The answer must consist of every line in the data below that holds the word "roads".

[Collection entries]
----------------
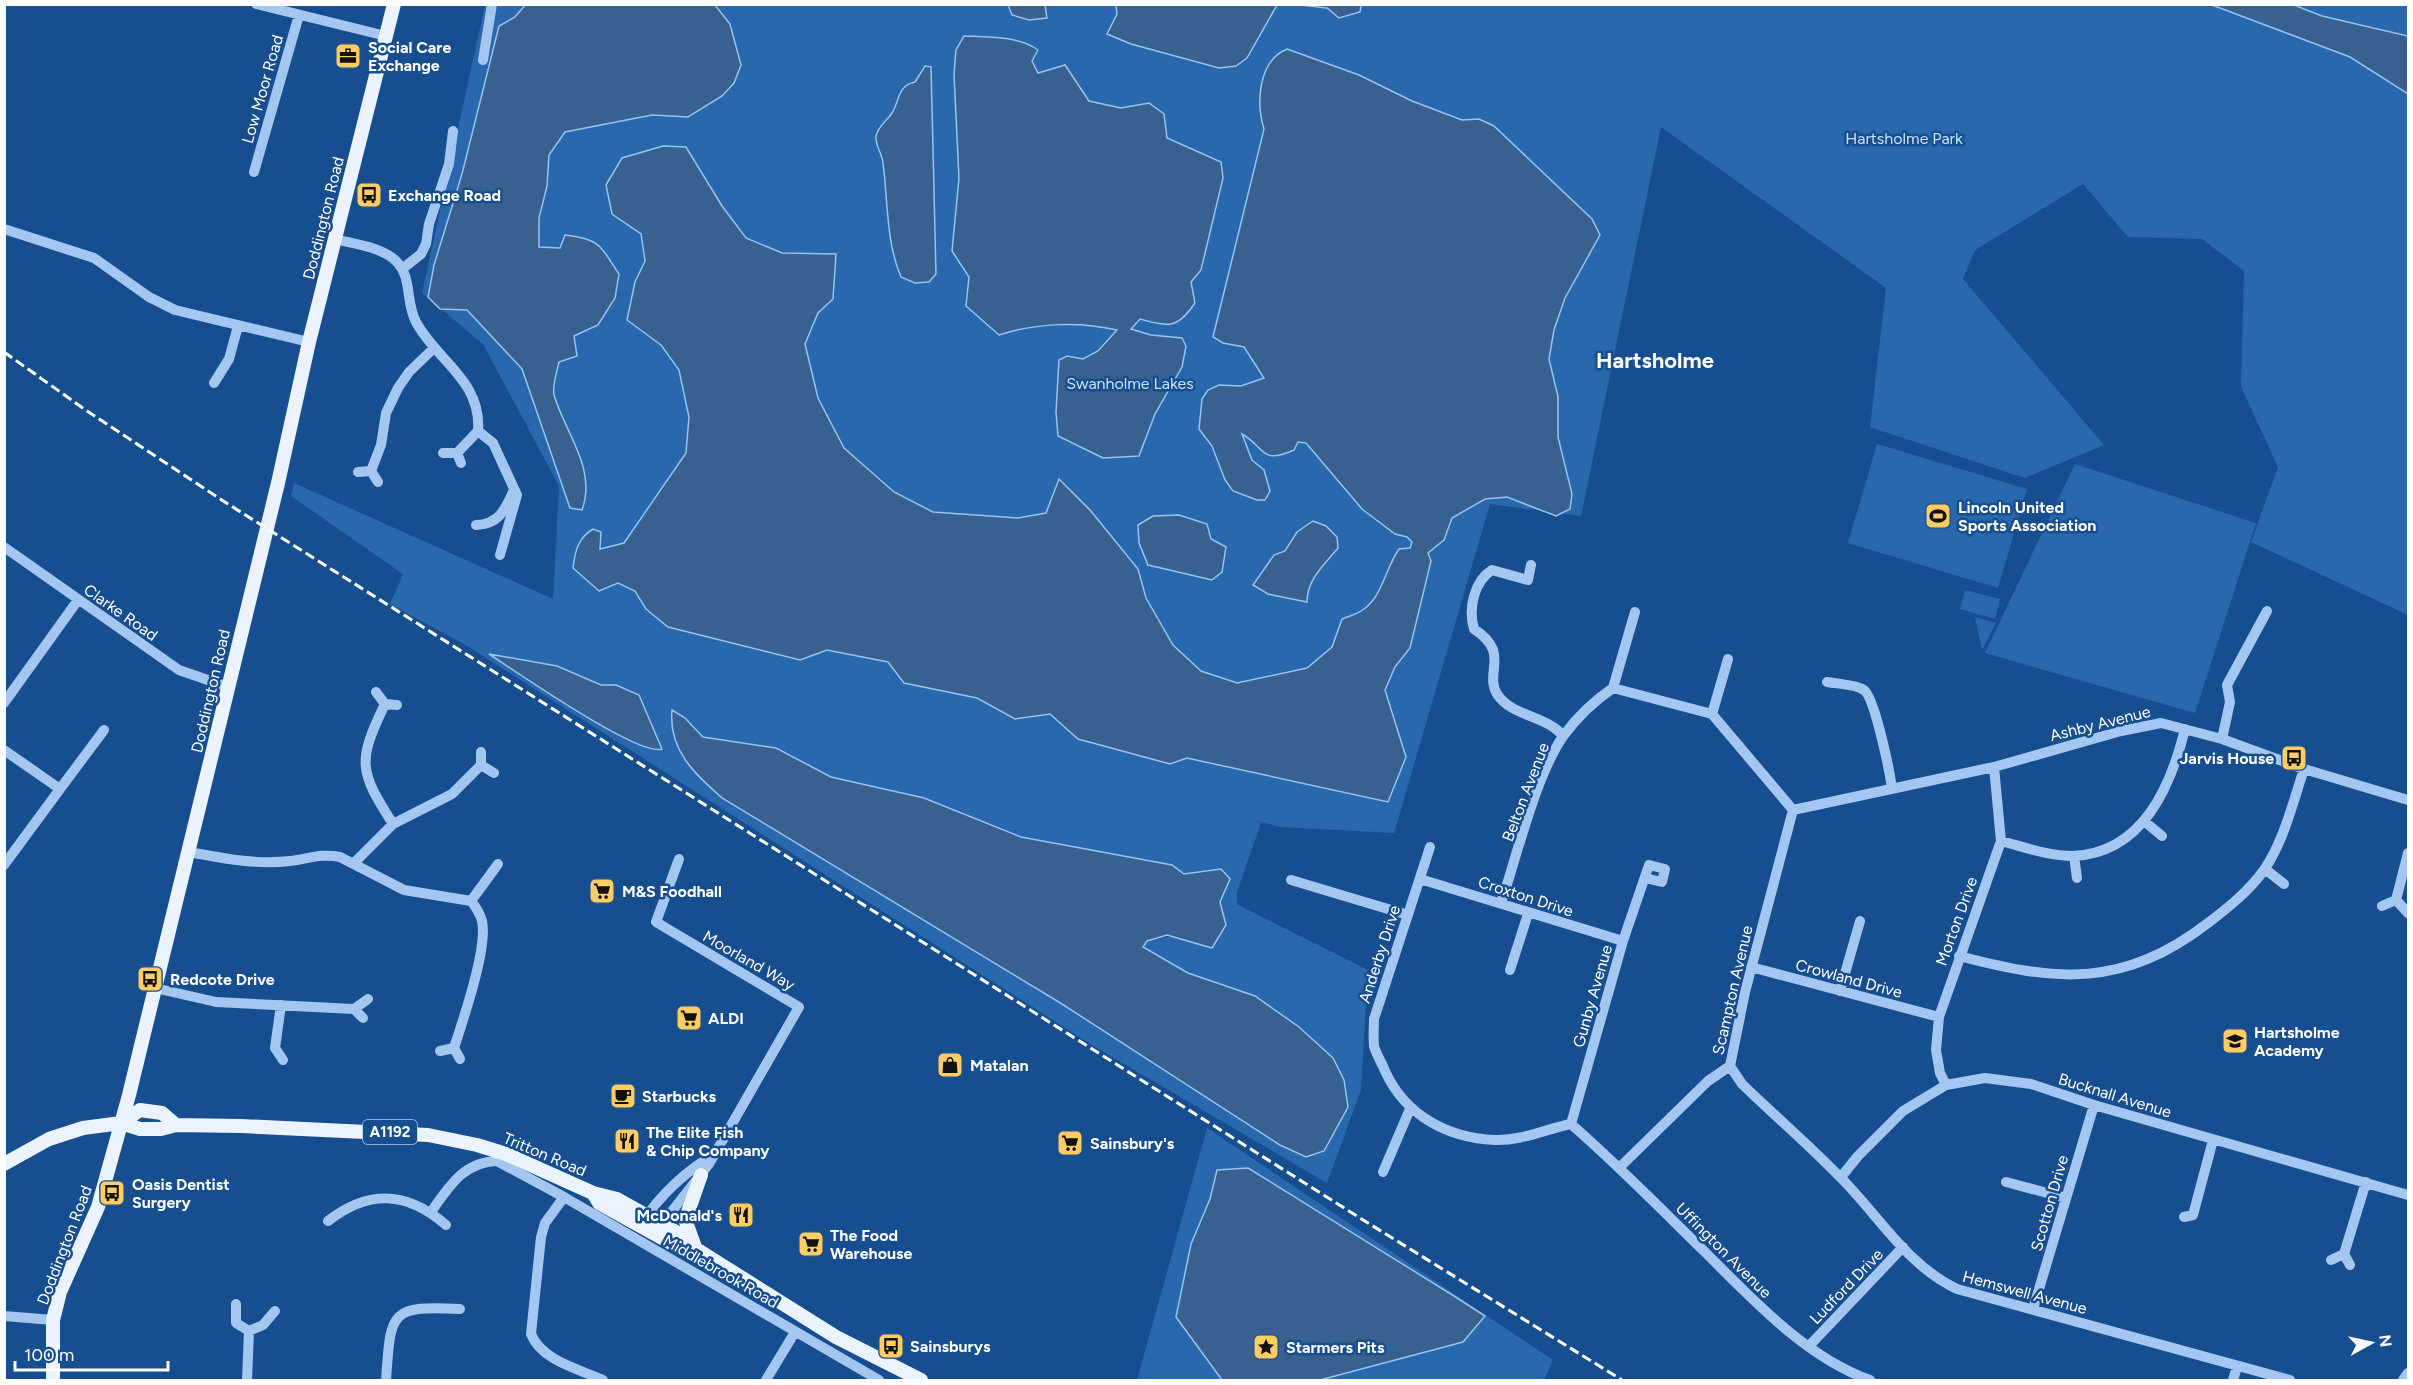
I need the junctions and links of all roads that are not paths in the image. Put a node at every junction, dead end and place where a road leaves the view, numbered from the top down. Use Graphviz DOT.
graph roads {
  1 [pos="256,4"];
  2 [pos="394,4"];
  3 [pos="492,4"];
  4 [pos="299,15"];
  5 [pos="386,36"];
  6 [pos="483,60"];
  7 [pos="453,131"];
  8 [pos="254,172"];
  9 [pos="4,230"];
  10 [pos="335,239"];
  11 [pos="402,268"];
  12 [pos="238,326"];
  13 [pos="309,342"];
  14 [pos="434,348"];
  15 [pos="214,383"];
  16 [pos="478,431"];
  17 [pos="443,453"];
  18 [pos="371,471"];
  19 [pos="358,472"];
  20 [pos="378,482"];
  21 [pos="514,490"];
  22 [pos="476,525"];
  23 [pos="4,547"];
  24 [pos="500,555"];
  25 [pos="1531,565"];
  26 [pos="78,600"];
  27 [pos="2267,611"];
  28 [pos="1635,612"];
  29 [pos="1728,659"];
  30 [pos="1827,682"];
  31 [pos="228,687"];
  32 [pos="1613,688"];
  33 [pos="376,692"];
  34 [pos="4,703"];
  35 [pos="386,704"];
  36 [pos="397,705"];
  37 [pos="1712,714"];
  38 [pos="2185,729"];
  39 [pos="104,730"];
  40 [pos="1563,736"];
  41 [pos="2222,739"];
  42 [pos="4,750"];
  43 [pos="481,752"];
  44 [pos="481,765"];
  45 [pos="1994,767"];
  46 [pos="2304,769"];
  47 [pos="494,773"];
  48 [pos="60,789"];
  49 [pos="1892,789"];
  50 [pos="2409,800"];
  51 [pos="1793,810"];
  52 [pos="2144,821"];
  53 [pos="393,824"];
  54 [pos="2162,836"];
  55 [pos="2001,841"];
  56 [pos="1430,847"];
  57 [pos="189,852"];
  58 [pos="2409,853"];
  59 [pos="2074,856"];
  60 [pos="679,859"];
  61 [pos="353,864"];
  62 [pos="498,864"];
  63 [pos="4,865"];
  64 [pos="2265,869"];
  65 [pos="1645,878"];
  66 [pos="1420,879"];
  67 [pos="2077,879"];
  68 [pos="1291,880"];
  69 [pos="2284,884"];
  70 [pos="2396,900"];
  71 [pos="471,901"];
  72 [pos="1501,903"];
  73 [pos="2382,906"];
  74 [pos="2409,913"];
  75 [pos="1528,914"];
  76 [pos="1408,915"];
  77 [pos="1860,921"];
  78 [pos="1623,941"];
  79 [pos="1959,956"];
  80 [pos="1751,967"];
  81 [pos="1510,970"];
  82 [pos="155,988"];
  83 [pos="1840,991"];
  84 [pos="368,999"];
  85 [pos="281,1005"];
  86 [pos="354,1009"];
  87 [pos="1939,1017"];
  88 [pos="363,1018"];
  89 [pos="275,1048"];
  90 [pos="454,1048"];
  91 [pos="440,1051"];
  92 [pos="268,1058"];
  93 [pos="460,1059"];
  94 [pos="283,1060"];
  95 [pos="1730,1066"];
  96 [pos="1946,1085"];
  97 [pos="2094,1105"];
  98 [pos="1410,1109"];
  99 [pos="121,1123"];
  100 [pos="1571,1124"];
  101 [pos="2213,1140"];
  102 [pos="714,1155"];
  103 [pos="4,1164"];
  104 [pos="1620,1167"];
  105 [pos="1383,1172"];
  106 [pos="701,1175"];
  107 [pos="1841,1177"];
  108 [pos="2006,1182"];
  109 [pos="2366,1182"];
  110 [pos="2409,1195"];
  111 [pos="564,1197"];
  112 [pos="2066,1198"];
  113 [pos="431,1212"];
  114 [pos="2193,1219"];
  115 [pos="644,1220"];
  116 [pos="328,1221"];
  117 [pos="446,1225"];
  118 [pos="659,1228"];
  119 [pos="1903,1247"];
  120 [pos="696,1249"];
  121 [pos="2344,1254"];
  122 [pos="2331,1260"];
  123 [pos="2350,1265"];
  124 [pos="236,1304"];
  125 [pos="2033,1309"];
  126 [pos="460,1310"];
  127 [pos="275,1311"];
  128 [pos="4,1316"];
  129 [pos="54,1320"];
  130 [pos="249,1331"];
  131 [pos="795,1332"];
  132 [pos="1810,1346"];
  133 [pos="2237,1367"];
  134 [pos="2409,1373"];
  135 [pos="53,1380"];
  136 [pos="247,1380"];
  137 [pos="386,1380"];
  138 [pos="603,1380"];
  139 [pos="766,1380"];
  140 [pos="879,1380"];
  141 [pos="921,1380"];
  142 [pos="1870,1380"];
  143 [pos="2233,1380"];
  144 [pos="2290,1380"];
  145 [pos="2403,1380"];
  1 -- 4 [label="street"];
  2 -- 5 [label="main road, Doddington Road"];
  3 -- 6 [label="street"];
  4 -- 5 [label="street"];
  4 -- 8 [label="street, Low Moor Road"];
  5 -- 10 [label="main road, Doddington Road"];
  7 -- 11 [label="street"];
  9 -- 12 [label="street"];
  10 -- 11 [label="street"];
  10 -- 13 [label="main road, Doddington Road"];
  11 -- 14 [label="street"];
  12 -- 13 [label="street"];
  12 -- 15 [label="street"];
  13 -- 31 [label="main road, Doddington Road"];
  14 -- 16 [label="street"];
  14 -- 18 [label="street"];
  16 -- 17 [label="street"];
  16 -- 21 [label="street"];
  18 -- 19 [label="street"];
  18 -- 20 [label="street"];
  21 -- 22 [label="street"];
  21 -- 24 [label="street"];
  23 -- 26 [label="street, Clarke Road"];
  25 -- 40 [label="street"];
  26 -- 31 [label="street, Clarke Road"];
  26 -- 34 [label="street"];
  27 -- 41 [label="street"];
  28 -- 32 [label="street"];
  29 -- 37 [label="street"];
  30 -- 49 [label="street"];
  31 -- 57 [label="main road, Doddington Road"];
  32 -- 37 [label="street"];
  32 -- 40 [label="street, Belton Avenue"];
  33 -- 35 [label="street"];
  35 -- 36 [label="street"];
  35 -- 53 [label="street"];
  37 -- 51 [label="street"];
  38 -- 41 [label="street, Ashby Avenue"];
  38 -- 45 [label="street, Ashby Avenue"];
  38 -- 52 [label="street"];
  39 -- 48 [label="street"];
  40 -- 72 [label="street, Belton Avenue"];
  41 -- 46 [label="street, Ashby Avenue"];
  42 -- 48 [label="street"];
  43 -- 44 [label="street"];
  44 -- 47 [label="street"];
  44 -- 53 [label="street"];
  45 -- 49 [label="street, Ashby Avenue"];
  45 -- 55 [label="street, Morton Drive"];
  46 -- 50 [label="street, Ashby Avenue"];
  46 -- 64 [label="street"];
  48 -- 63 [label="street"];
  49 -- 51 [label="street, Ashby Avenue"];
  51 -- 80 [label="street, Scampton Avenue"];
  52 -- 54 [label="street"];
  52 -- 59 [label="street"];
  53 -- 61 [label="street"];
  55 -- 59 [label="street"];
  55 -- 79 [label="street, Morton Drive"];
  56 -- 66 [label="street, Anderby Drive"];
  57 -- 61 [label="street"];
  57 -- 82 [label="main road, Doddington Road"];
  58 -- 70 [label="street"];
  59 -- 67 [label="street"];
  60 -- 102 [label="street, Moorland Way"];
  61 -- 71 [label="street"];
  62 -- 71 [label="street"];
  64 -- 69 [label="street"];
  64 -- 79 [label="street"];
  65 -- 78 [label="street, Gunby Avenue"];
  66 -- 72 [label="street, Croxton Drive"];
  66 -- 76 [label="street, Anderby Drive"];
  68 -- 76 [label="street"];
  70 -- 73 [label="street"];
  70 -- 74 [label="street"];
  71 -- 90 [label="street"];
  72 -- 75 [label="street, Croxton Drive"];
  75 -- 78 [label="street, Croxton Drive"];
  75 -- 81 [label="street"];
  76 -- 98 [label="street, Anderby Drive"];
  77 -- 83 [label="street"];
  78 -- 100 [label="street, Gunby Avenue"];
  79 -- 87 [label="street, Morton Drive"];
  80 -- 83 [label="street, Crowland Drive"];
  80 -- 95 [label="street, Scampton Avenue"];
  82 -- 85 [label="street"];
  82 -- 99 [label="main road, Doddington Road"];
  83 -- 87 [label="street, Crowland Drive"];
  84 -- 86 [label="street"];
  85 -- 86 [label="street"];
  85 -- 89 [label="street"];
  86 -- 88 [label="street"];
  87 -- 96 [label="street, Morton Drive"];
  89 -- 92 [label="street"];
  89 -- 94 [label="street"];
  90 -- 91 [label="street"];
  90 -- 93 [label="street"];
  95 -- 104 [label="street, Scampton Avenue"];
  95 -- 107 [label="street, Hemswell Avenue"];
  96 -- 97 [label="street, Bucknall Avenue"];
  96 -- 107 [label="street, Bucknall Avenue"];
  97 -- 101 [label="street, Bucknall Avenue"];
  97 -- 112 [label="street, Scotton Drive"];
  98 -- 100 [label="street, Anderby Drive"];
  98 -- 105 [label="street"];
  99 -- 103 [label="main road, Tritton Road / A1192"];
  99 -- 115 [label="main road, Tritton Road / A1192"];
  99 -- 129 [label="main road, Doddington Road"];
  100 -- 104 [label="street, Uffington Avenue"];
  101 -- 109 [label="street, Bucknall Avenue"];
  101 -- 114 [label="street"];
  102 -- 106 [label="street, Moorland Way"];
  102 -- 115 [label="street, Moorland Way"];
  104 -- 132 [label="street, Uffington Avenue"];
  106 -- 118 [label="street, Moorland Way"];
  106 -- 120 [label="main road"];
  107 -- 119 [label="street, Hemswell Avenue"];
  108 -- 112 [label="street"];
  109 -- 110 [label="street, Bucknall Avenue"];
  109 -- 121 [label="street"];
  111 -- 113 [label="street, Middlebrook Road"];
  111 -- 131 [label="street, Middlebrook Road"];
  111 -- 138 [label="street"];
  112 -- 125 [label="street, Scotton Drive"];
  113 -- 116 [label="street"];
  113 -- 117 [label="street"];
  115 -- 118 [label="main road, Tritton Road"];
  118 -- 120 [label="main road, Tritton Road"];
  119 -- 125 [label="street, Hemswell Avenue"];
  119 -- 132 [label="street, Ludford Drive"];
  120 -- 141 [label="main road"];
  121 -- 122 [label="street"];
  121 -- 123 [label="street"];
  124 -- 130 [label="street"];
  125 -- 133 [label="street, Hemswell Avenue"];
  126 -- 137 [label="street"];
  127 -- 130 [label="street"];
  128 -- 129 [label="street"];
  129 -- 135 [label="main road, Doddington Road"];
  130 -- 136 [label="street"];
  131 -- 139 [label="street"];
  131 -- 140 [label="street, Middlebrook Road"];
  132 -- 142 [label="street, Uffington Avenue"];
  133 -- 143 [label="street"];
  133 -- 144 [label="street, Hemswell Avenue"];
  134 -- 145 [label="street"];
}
----------------
TASK RESULT —
I need the junctions and links of all roads that are not paths in the image. Put a node at every junction, dead end and place where a road leaves the view, numbered from the top down. Use Graphviz DOT.
graph roads {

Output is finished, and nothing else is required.